(Beginning of Extracted information)
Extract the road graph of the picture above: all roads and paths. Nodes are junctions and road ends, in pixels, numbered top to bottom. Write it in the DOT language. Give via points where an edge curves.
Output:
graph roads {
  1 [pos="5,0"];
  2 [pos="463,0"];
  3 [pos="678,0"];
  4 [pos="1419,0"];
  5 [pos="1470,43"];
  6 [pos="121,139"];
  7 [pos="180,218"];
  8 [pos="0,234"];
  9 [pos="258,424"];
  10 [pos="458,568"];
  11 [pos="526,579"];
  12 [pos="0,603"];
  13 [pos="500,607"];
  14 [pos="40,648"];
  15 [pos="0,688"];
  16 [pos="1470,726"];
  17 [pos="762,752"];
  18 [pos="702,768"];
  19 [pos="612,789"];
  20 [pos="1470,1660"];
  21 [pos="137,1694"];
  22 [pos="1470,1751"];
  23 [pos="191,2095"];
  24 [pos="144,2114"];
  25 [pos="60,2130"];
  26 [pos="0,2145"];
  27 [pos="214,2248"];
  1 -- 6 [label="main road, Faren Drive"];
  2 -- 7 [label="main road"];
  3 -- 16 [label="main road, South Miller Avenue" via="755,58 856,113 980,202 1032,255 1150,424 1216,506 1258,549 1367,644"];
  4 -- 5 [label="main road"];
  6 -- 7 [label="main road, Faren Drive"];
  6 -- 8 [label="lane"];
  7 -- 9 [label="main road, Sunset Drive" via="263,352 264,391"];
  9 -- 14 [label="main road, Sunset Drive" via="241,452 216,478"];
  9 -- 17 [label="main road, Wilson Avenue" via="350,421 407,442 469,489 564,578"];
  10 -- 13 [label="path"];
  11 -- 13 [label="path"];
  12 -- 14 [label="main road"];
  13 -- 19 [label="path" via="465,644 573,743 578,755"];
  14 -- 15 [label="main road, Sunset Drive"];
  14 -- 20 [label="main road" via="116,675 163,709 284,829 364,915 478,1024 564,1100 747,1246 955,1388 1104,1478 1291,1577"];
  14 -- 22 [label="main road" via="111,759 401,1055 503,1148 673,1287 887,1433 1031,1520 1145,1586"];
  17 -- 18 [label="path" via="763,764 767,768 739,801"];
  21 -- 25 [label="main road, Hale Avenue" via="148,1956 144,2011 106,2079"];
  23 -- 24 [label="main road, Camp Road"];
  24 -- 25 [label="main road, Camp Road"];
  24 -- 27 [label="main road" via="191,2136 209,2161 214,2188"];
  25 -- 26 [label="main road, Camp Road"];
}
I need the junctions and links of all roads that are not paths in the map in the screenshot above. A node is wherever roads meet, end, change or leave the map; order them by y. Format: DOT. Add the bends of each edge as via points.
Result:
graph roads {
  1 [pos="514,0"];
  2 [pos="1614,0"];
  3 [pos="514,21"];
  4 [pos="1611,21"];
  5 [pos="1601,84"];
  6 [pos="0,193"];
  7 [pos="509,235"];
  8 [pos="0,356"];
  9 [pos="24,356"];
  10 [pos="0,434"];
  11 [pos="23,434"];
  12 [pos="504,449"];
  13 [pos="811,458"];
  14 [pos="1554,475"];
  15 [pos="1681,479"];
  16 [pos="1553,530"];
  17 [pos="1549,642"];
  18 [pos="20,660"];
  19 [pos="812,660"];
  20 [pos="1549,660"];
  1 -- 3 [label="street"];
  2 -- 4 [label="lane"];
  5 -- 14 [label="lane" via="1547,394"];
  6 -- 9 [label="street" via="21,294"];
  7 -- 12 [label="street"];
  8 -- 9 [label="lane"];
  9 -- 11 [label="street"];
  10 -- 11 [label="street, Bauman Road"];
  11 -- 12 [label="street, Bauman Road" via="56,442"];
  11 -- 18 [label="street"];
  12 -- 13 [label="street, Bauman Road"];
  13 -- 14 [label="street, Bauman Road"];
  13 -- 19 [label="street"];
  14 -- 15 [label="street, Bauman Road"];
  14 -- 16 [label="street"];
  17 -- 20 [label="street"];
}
(End of Extracted information)
> [Task to complete]:
Exactly as given, repeat every record above.

> [Answer to the problem]:
Extract the road graph of the picture above: all roads and paths. Nodes are junctions and road ends, in pixels, numbered top to bottom. Write it in the DOT language. Give via points where an edge curves.
Output:
graph roads {
  1 [pos="5,0"];
  2 [pos="463,0"];
  3 [pos="678,0"];
  4 [pos="1419,0"];
  5 [pos="1470,43"];
  6 [pos="121,139"];
  7 [pos="180,218"];
  8 [pos="0,234"];
  9 [pos="258,424"];
  10 [pos="458,568"];
  11 [pos="526,579"];
  12 [pos="0,603"];
  13 [pos="500,607"];
  14 [pos="40,648"];
  15 [pos="0,688"];
  16 [pos="1470,726"];
  17 [pos="762,752"];
  18 [pos="702,768"];
  19 [pos="612,789"];
  20 [pos="1470,1660"];
  21 [pos="137,1694"];
  22 [pos="1470,1751"];
  23 [pos="191,2095"];
  24 [pos="144,2114"];
  25 [pos="60,2130"];
  26 [pos="0,2145"];
  27 [pos="214,2248"];
  1 -- 6 [label="main road, Faren Drive"];
  2 -- 7 [label="main road"];
  3 -- 16 [label="main road, South Miller Avenue" via="755,58 856,113 980,202 1032,255 1150,424 1216,506 1258,549 1367,644"];
  4 -- 5 [label="main road"];
  6 -- 7 [label="main road, Faren Drive"];
  6 -- 8 [label="lane"];
  7 -- 9 [label="main road, Sunset Drive" via="263,352 264,391"];
  9 -- 14 [label="main road, Sunset Drive" via="241,452 216,478"];
  9 -- 17 [label="main road, Wilson Avenue" via="350,421 407,442 469,489 564,578"];
  10 -- 13 [label="path"];
  11 -- 13 [label="path"];
  12 -- 14 [label="main road"];
  13 -- 19 [label="path" via="465,644 573,743 578,755"];
  14 -- 15 [label="main road, Sunset Drive"];
  14 -- 20 [label="main road" via="116,675 163,709 284,829 364,915 478,1024 564,1100 747,1246 955,1388 1104,1478 1291,1577"];
  14 -- 22 [label="main road" via="111,759 401,1055 503,1148 673,1287 887,1433 1031,1520 1145,1586"];
  17 -- 18 [label="path" via="763,764 767,768 739,801"];
  21 -- 25 [label="main road, Hale Avenue" via="148,1956 144,2011 106,2079"];
  23 -- 24 [label="main road, Camp Road"];
  24 -- 25 [label="main road, Camp Road"];
  24 -- 27 [label="main road" via="191,2136 209,2161 214,2188"];
  25 -- 26 [label="main road, Camp Road"];
}
I need the junctions and links of all roads that are not paths in the map in the screenshot above. A node is wherever roads meet, end, change or leave the map; order them by y. Format: DOT. Add the bends of each edge as via points.
Result:
graph roads {
  1 [pos="514,0"];
  2 [pos="1614,0"];
  3 [pos="514,21"];
  4 [pos="1611,21"];
  5 [pos="1601,84"];
  6 [pos="0,193"];
  7 [pos="509,235"];
  8 [pos="0,356"];
  9 [pos="24,356"];
  10 [pos="0,434"];
  11 [pos="23,434"];
  12 [pos="504,449"];
  13 [pos="811,458"];
  14 [pos="1554,475"];
  15 [pos="1681,479"];
  16 [pos="1553,530"];
  17 [pos="1549,642"];
  18 [pos="20,660"];
  19 [pos="812,660"];
  20 [pos="1549,660"];
  1 -- 3 [label="street"];
  2 -- 4 [label="lane"];
  5 -- 14 [label="lane" via="1547,394"];
  6 -- 9 [label="street" via="21,294"];
  7 -- 12 [label="street"];
  8 -- 9 [label="lane"];
  9 -- 11 [label="street"];
  10 -- 11 [label="street, Bauman Road"];
  11 -- 12 [label="street, Bauman Road" via="56,442"];
  11 -- 18 [label="street"];
  12 -- 13 [label="street, Bauman Road"];
  13 -- 14 [label="street, Bauman Road"];
  13 -- 19 [label="street"];
  14 -- 15 [label="street, Bauman Road"];
  14 -- 16 [label="street"];
  17 -- 20 [label="street"];
}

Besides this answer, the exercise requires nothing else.